The Lingnan University Library, named after the late benefactor Fong Sum Wood in 1998, is located in the Main Building of Lingnan University, Hong Kong.

==Collections==
The Library contains more than 530,000 volumes of books and 1,162 print journals. The Library also subscribes to over 270 online databases such as the Tuen Mun Heritage Image Database, Lingnan Newsletter, Lingnan Publications, Theses and Dissertations, and the Lingnan University Examination Database, and contains more than 177,000 items of media resources, including audio and video tapes, Blu-ray discs, DVD, laser discs, multimedia packages, and microforms.

==Services==
The Library has a YouTube channel with video subjects including user guides, workshops, talks and seminars, and an Online Library Guide including a full tour of the facilities.
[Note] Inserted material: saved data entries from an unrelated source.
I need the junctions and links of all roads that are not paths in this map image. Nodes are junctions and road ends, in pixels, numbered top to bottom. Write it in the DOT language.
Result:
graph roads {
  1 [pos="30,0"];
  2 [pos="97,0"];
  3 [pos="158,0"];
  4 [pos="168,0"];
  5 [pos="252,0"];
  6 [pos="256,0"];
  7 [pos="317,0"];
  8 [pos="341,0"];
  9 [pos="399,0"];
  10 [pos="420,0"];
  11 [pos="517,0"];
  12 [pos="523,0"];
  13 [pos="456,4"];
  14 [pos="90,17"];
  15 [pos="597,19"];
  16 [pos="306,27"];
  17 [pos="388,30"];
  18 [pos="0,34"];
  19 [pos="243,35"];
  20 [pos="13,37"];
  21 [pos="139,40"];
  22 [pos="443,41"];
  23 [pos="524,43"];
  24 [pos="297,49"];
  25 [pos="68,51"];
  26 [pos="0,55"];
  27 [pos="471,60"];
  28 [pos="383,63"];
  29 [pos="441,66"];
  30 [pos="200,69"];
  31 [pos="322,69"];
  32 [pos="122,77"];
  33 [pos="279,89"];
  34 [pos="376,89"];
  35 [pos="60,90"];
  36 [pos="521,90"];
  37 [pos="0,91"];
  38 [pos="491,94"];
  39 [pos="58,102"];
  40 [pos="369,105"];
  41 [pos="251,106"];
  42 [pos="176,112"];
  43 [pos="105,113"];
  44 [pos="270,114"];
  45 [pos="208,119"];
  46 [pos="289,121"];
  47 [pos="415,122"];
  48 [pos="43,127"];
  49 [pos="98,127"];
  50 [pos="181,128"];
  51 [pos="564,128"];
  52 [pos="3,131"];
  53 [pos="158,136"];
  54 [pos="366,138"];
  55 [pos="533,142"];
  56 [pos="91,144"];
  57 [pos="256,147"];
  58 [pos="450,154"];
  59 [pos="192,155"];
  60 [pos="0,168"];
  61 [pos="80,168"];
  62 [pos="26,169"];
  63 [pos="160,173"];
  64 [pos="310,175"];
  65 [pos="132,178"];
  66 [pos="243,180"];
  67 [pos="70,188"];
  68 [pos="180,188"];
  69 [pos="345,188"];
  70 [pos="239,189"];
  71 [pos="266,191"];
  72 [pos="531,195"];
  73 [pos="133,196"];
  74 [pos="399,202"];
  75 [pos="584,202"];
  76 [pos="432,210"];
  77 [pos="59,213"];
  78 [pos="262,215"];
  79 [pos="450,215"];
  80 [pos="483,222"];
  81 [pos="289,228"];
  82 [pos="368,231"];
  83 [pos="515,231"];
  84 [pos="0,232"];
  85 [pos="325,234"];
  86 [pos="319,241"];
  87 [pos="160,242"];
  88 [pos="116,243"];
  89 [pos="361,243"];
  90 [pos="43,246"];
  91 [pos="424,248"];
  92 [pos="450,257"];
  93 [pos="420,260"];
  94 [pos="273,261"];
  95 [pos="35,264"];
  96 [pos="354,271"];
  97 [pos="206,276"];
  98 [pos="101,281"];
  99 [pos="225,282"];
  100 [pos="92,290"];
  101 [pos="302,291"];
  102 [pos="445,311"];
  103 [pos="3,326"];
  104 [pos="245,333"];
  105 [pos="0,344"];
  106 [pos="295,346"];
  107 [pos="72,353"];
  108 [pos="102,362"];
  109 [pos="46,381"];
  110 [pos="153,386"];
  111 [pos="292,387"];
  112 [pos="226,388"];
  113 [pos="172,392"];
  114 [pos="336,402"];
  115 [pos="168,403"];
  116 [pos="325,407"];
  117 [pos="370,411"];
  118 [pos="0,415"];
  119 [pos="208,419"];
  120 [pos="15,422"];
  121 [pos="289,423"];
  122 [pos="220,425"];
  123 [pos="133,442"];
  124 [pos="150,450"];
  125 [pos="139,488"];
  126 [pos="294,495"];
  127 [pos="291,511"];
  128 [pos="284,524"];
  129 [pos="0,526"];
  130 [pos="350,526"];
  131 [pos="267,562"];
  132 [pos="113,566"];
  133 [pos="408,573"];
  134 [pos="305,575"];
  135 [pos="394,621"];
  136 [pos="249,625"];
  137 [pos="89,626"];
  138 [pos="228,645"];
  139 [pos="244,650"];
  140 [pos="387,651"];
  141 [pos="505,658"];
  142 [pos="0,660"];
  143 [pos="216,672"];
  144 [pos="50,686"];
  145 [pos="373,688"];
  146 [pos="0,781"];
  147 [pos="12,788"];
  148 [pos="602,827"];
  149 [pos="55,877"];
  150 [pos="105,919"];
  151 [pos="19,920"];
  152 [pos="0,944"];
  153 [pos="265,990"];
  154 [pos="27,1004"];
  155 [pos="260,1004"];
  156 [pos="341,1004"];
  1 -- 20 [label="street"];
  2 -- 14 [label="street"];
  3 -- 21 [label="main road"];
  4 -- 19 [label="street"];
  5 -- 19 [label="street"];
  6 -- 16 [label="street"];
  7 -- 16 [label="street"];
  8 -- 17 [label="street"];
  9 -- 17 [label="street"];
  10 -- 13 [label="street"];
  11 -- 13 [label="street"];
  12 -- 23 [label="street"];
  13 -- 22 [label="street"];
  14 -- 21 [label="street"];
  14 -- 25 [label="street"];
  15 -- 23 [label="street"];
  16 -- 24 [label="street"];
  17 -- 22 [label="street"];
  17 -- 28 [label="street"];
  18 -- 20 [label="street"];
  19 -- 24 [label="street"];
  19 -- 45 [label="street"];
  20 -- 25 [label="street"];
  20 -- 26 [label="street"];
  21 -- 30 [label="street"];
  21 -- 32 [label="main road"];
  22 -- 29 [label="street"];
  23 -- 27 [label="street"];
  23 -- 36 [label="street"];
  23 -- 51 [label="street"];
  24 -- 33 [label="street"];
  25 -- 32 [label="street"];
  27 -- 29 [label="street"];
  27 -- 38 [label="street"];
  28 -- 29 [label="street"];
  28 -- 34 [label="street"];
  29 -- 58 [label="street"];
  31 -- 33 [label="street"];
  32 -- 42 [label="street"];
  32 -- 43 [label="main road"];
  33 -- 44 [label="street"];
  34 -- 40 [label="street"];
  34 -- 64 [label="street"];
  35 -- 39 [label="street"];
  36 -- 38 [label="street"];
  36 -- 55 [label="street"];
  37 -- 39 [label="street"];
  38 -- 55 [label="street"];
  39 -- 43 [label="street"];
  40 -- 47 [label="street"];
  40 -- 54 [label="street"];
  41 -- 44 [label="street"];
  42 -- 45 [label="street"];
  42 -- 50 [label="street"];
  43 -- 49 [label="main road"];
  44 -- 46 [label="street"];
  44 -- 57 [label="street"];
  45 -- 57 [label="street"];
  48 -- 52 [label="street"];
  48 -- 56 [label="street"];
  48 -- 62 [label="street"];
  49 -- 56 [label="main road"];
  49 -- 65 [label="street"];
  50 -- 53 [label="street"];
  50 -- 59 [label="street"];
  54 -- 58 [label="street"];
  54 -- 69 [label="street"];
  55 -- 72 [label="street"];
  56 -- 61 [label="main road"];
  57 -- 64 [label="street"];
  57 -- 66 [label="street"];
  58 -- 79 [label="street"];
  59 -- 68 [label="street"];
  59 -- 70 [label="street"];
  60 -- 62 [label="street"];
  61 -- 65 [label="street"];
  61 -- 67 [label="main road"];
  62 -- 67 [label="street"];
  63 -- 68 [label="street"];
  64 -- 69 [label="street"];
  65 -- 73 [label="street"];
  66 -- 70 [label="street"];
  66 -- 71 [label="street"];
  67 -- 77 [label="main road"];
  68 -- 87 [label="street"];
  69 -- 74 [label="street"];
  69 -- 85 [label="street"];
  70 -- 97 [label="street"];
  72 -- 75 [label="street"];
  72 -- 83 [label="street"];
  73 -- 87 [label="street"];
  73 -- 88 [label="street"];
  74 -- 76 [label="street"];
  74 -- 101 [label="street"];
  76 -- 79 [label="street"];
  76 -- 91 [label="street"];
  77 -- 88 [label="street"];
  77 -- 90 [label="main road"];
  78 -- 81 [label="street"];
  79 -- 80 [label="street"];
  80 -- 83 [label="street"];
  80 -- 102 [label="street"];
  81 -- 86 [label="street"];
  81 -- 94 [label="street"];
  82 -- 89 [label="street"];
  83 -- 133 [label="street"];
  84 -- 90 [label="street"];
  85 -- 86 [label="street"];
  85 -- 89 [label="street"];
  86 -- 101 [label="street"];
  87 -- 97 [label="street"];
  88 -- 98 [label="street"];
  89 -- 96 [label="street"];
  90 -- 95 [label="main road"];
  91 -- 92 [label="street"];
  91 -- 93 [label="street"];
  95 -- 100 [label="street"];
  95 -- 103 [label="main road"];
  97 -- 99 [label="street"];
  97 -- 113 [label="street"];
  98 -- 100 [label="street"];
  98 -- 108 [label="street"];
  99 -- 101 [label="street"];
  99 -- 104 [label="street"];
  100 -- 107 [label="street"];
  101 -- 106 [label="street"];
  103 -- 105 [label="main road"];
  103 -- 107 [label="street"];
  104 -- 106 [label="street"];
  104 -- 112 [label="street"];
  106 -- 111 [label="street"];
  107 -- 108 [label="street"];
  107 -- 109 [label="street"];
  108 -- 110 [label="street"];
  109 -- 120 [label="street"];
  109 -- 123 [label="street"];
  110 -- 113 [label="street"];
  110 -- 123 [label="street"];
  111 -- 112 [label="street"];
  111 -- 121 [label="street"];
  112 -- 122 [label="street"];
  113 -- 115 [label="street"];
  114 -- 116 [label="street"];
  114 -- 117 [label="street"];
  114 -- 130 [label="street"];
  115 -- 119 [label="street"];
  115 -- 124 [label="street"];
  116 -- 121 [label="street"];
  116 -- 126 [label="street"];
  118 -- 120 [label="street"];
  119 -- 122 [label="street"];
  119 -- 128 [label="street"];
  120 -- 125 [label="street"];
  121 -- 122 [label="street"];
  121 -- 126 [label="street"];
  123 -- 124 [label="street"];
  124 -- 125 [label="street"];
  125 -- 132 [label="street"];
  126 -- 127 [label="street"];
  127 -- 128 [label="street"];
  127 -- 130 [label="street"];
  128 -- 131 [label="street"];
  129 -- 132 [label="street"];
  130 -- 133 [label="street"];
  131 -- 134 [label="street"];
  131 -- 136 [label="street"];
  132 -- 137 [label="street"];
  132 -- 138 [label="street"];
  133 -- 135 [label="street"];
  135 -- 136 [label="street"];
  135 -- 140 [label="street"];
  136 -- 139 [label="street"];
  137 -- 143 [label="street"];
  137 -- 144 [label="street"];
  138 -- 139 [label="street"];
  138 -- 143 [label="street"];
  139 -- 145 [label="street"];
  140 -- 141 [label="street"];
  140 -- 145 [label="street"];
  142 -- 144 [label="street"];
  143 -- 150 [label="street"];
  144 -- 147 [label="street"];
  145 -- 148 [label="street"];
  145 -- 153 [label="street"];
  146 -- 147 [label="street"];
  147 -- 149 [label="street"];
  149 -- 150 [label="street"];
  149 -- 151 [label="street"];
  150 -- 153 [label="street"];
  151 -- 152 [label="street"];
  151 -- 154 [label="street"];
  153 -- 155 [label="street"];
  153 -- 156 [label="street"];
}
Additionally, the library has a website which offers a comprehensive catalogue, details on library programs, research assistance, the library's history, and facility booking information.

The library has been fully automated since 1994.

==Timeline==
- 1967: Opening of the original Library in Stubbs Road, Wan Chai
- 1995: Opening of the current Library in Tuen Mun
- 2005: Construction of 3/F and 4/F and completion of the building
- 2008: Renovation of 1/F and 2/F
- 2009: Establishment of two study rooms on 3/F
- 2011: Completion of the LC Re-Classification Project
- 2012: Opening of the Lingnan University Archives

==Collaborations==
The library has participated in resource sharing with libraries in Hong Kong, mainland China, Taiwan and Macau.

In 1993, the library established the Pearl River Delta Collection Project with the City University of Hong Kong Library. In 1996, the library started to cooperate with all Hong Kong academic libraries on Chinese cataloging.

In 1998, the library organized Joint Symposium on Library & Information Services.

In 1999, the library established the Hong Kong Chinese Authority (Name) database (HKCAN).

In 2012, the library organized the JULAC Libraries Forum.